They are everywhere. Clippers, scissors, shears, scalpels, cut-throat razors, knives, boning knives, meat cleavers and chainsaws are meticulously positioned across the two dozen paintings that make up Abe Odedina’s show, Cutting Edge, at Ed Cross Fine Art in London.
Tools, particularly sharp cutting tools, are recurring items in Odedina’s work. Scissors, clippers and cut-throat razors are usually ancillary features in narratives centred on the social significance of barbershops. Deep Cut, a striking painting of a black girl standing in front of the Union Jack with a large pair of scissors, springs to mind. But, in Cutting Edge, these tools are the primary focus of all the works and the real star of the show. The humble hair comb in Monuments 2 &3 (2020), whose appearance is almost surreal and scaled up in a way that turns each tooth into a sharp nail, is deftly painted as a diptych and is a personal favourite.
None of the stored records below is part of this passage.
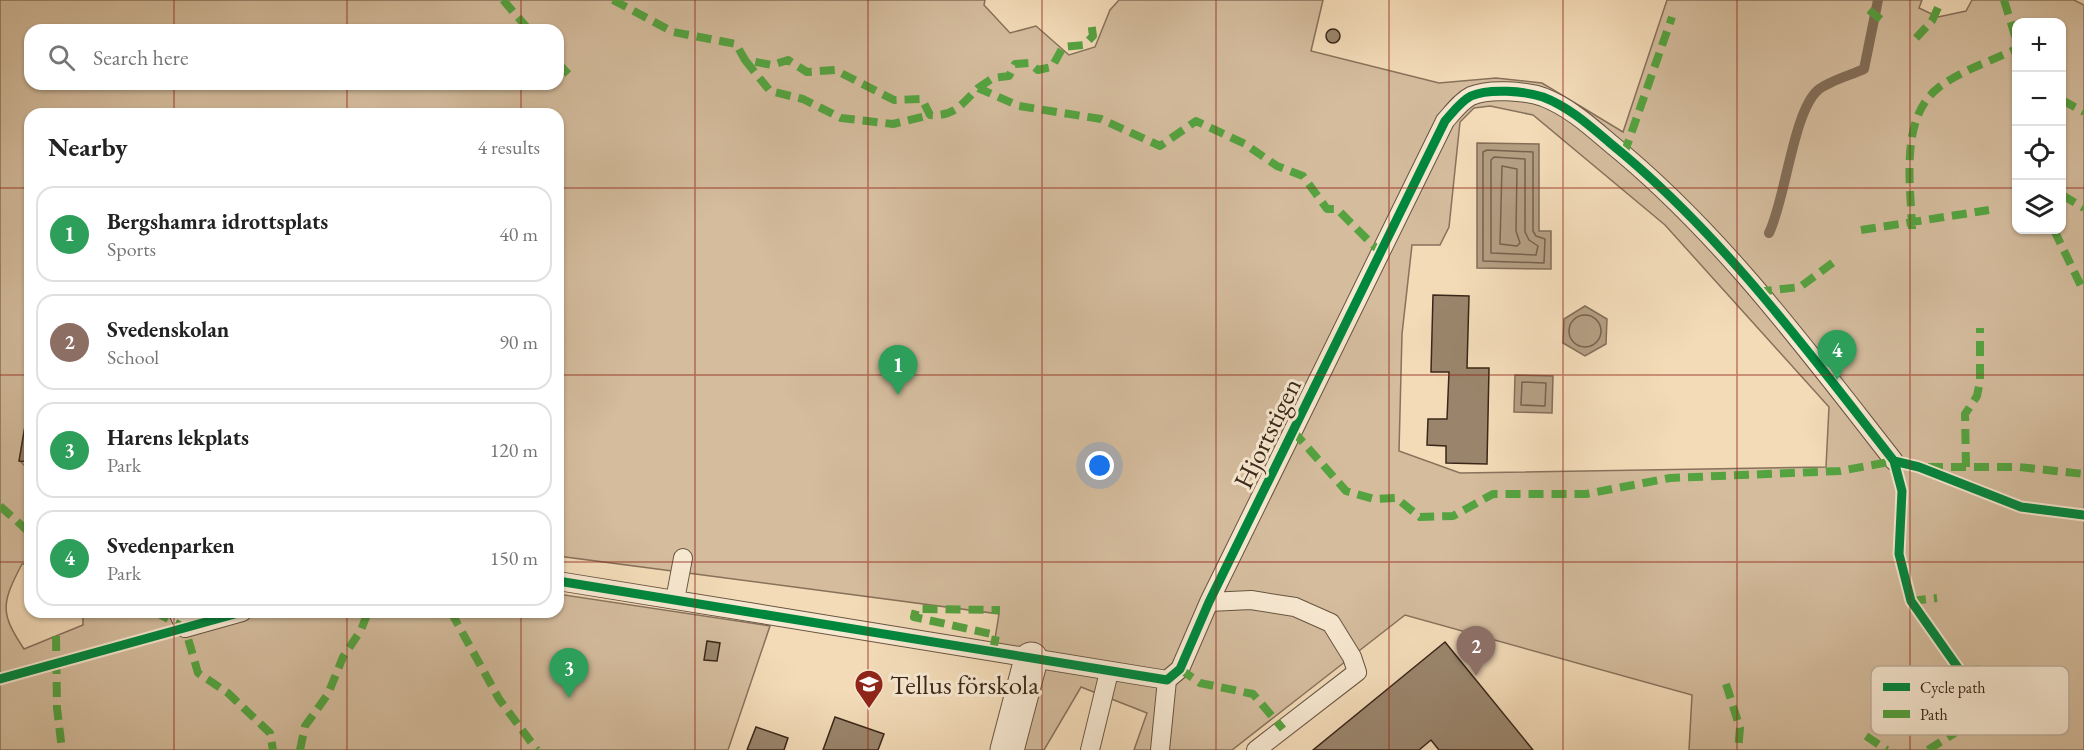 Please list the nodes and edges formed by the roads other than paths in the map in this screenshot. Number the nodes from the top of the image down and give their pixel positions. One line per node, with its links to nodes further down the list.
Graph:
1 (1894, 461): 5 (lane, Hjortstigen)
2 (683, 558): 4 (lane)
3 (564, 582): 4 (lane)
4 (675, 600): 8 (lane)
5 (1209, 602): 10 (lane, Hjortstigen); 14 (lane)
6 (181, 618): 7 (lane)
7 (221, 618)
8 (1031, 659): 9 (lane); 11 (street)
9 (1109, 672): 10 (lane); 12 (lane)
10 (1167, 680): 13 (lane)
11 (1006, 750)
12 (1090, 750)
13 (1160, 750)
14 (1256, 750)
Cutting Edge’s focus on tools tears apart the usual one show, one narrative template. It also cuts through a linear timeline, showing us cutting objects in contemporary scenes of everyday life and in historical and mythological narratives. As distinct as each painting is, each seamlessly blends with the others to transform the show into a carefully composed quilt that investigates the widespread possibilities, functions and meanings embedded in the simple act of cutting.
Whether it is cutting through flesh or cutting through things, scissors, scalpels and knives are depicted for their allegorical values. Odedina explained in a virtual walkthrough of the show that he wanted to investigate “the transformative power of cutting.” Sometimes the metamorphosis brought on by these instruments is searing, indelible and violent. For instance, in the case of female genital mutilation addressed in the work Codex (2021). In a metaphorical language devoid of sensationalism, a wooden sculptural work shaped like a heavy one-page manual features on its cover the symbol of death: the crossbones and a red apple in lieu of the skull. It also features a padlock to symbolise the desire to control women’s bodies and pleasures. When unlocked, it opens up to reveal an unmarred sexual organ resting in a lotus flower. And on the other side, a Latin sentence translates as follows: “how many injustices or wrongs are enacted in the name of tradition?”
Other times, though, the process and outcome of the alteration is not as harrowing but rather uplifting or seemingly innocuous. In Cut from a different cloth (2021), a seamstress cuts through a piece of fabric to make a dress. A butcher is busy at work surrounded by animal carcasses in Cuts both ways (2020-2021). Elsewhere, in Cut a fine figure (2021), a mother sporting the sculptural traditional Rwandan hairstyle, Amasunzu, is stylishly shaping the hair of a young boy while presumably passing on the values of self-care, self-love and cultural pride. Cutting could also mark a person’s identity, as exemplified in the portrait Scar face (2021), showing a man with scarification on his face.
Under the guise of familiarity and simplicity, Odedina’s work asks more profound questions about our relationship with time and our environment. The seamstress is not simply transforming a cloth into a dress. Instead, the image addresses craftsmanship and a slow and careful pace of creation and transformation that has been outstripped by fast fashion. Likewise, the scene with the butcher doesn’t raise a simple binary focus on meat consumption versus veganism. It also hints at the quality issues throughout the food chain, the race to cut time and the environmental impact of that industry.
Cutting Edge does not simply document how cutting happened through history and across various cultures. Instead, Odedina is interrogating the relentless cutting of time and, by extension, the cutting at the essential parts that make up the fabric of society and life. Under the serene presence of Ogun, the Yoruba God of metalwork, who faces each visitor when they step into Ed Cross Fine Art gallery, everyone is invited to ponder these questions and reflect on their engagement with time.